At this point four years ago, most congressional Republicans were foursquare behind George W. Bush’s presidential campaign, including nearly all of California’s House GOP delegation. The congressional solidarity for Bush gave him a deep base of influential party support that helped him withstand a strong primary challenge from Sen. John McCain. Only a few lawmakers backed the Arizona maverick over the Texas governor when the contest was still in doubt.
In 2004, congressional endorsements could also play an important factor if the Democratic nomination is not determined in the early primaries and caucuses. More than 18% of the 4,318 delegates to the party’s convention in Boston will be “super-delegates.”
These 798 uncommitted partisans, unlike the other, pledged delegates, will be free to vote on the first ballot for whomever they like. The super-delegates include about 250 congressional Democrats and hundreds of state and local officials. As a bloc, they outnumber all of the pledged delegates from California (370), New York (236) and Florida (177) combined.
While they may not be able to anoint a nominee, the super-delegates collectively could boost a preferred candidate or undercut others. And as party leaders, they help confer credibility on a presidential aspirant.
Those who have chosen sides, naturally, claim to have bet on a winner. Consider Rep. Zoe Lofgren of San Jose, Farr’s successor as delegation leader. The five-term lawmaker endorsed former Vermont Gov. Howard Dean for president on April 9 -- the first House member from any state to do so.
It seemed an inauspicious moment for Dean, a presidential candidate then best-known for opposing the Iraq war. That day, U.S. armed forces seized control of Baghdad and jubilant Iraqis toppled a statue of ousted dictator Saddam Hussein. At the time, many Democrats speculated that Dean’s antiwar stance would marginalize him. But as the U.S. casualties have continued to mount in Iraq, he has become a central figure in the race, leading the field in fund-raising and running strongly in polls in key early states.
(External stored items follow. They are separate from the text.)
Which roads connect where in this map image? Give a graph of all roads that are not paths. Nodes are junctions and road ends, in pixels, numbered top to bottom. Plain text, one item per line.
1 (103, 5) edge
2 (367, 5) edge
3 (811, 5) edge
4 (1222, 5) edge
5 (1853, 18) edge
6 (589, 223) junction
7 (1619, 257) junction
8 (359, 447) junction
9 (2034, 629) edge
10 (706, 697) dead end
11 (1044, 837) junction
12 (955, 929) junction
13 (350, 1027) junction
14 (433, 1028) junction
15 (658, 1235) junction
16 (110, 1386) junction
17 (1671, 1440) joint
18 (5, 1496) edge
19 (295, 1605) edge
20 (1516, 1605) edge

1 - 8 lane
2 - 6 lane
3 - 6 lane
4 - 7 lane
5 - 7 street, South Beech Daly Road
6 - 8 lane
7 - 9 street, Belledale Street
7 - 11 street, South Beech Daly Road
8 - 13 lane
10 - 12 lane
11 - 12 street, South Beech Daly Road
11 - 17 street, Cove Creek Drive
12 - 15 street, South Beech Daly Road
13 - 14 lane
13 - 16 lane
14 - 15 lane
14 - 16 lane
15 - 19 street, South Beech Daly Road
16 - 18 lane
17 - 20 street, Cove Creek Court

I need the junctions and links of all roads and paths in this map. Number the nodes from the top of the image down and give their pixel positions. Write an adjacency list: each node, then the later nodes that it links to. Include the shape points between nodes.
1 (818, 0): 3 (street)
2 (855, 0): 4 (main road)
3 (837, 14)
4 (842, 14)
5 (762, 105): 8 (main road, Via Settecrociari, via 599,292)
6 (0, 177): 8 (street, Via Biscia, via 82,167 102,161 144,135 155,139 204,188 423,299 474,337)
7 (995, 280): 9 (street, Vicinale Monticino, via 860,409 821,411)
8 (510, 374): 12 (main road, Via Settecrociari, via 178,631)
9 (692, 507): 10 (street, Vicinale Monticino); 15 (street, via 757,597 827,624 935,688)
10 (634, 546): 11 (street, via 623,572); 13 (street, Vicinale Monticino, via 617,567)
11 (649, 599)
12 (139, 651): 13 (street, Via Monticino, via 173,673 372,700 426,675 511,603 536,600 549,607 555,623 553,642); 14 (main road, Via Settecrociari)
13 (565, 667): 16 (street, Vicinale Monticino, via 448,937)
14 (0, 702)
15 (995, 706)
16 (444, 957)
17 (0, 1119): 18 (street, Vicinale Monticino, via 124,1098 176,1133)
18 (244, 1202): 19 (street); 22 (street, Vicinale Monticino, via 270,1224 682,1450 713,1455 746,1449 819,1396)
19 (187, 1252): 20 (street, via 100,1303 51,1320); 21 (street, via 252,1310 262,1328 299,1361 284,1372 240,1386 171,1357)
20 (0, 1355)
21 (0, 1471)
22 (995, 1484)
Lofgren claims many House Democrats are giving Dean a closer look. “People are enticed by his tremendous success around the country,” she said. “They go home, and their constituents ask about him.”
She has hosted a garden party for him at her Silicon Valley home, raising more than $200,000, and has introduced Dean to other House Democrats at breakfasts in Washington.
Still, for all his momentum, Dean has the public backing of only 10 members of Congress, according to the latest tallies last week. The only other Californian to endorse him is Rep. Bob Filner of San Diego.
The candidate with the most congressional backing is Rep. Richard A. Gephardt of Missouri, with 32 endorsements. Mining contacts built over 14 terms, the former House minority leader is backed by his successor, Rep. Nancy Pelosi of San Francisco, and four other Californians.
Gephardt, however, has not been able to significantly enlarge his endorsement count since he announced an initial group of 30 backers in May.
Many of the party’s best-known lawmakers remain uncommitted, including Sens. Hillary Rodham Clinton of New York and Tom Daschle of South Dakota.
Sen. John F. Kerry of Massachusetts ranks second in endorsements with 18, according to the list kept by Roll Call, a Capitol Hill newspaper. Kerry’s supporters include Sen. Dianne Feinstein of California.
Sen. Barbara Boxer, her home-state colleague, is focusing on a 2004 reelection campaign and staying neutral for now.
Ranking next in endorsements are Sen. Joe Lieberman of Connecticut, with 13, and retired Army Gen. Wesley Clark, with 12. Clark, who entered the race less than a month ago, drew about 65 lawmakers -- some curious, some committed -- to a recent gathering on Capitol Hill.
One of Clark’s congressional foot soldiers is Rep. Mike Thompson of St. Helena, who signed an open letter to lawmakers urging support for the former NATO commander. “He appeals to a wide range of individuals with his conviction, his passion, his intellect and his skills,” Thompson said of Clark. “We need him in the debate right now.”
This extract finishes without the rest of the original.